More than 80% of U.S. homes are supplied with a cable or satellite television service that requires a set-top box. The nearly 160 million set-top boxes essentially operate at full power even when nothing is being watched or recorded, collectively costing the nation $2 billion every year. The rise in the use of DVRs, which can use around 40% more energy a year than non-DVR counterparts, has driven the cost up. Replacing outdated and inefficient boxes with ENERGY STAR models equipped with automatic low-power states, along with the shift towards digital streaming content could all reduce energy consumption in the future.


The refrigerator is the second-largest user of electricity in most homes, and you can’t exactly use it less for it to work properly. The good news is that new models are incredibly more efficient than old ones, with some estimating that trading in a 1979 fridge for a 2004 refrigerator saves you up to $238 a year.
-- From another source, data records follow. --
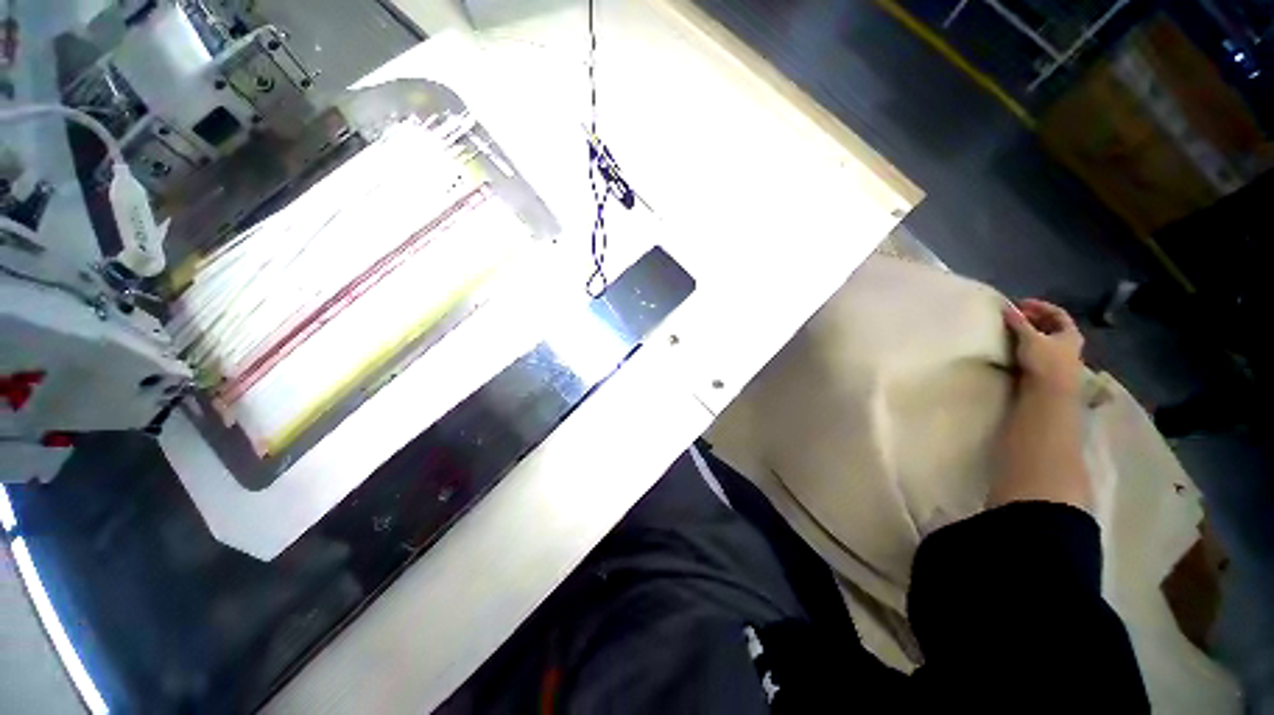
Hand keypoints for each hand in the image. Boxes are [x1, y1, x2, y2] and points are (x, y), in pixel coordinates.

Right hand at [1003, 299, 1084, 396]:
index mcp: (1070, 333)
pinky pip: (1040, 351)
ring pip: (1047, 339)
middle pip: (1052, 326)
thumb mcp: (1030, 338)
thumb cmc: (1045, 361)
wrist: (1050, 393)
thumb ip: (1019, 323)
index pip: (1057, 313)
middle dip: (1034, 319)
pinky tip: (1017, 347)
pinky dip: (1029, 345)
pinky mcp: (1050, 369)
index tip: (1021, 303)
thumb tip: (1006, 307)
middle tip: (1015, 316)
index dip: (1040, 306)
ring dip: (1031, 333)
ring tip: (1014, 331)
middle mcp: (1069, 343)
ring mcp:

Try not to leave your fridge in a sunny space, make sure it’s well-ventilated and clean in the back, and that its seals are not decayed, allowing coolness to escape.

Personal computers

An increasing number of laptops and tablets run more efficiently with ENERGY STAR standards and longer battery life, but our increased use of these devices means we’re plugging them in more often. Making use of energy-saving features such as sleep mode, while disabling screensavers and curbing idle time is recommended.


While their harsh light has been criticized, swapping your old bulbs for compact fluorescent lights is a smart move. LED bulbs are now available in a wide range of options, such as warm white and soft white, and come in a variety of wattage. Remember to turn the lights off when you leave a room, whether they’re LED or not.

Air conditioner

48% of energy consumption in U.S. homes is for heating and cooling, while air conditioners use about 6% of all electricity produced, costing homeowners a staggering $30 billion. Switching to a high-efficiency system could reduce air conditioning energy use by 20% to 50%, while the quickest way to save on home cooling is to routinely clean and replace the cooling unit’s filters. Maintaining a comfortable temperature in your home by taking advantage of the naturally cooling wind and remembering to turn fans off when leaving the room can save energy and money.


Space heaters hog up a kilowatt or more of power, but they do allow you to only heat the parts of your home that you’re using. This can be offset by plugging heaters into power strips that are controlled by occupancy sensors. Heating water can equate to nearly 25% of all household power usage, so be cognizant of showering, washing your hands, and doing the laundry. Lowering your thermostat just one degree can save you up to 10% on your next bill.

Gaming console

Newer generations of gaming consoles like the Sony PS4 and Microsoft Xbox One may consume up to three times as much energy than their predecessors. A big reason for this is the high power demand in the device’s standby mode. Go into your console’s system settings and make sure your automatic power-down feature is enabled after an hour of inactivity.


Your microwave constantly uses energy to power its digital clock, and even though cooking food uses up much more electricity, it isn’t being used most of the time. Plug it into a power strip with your coffee maker and toaster oven and consider turning it off when it’s not in use.


Inkjet and multi-use printers use the most energy, so be cognizant of leaving them plugged in when they’re not in use.

Remember to turn off these energy vampires and give them some rest when you’re not using them, connect to power strips, and make smart upgrades to efficient ENERGY STAR devices with lower standby consumption.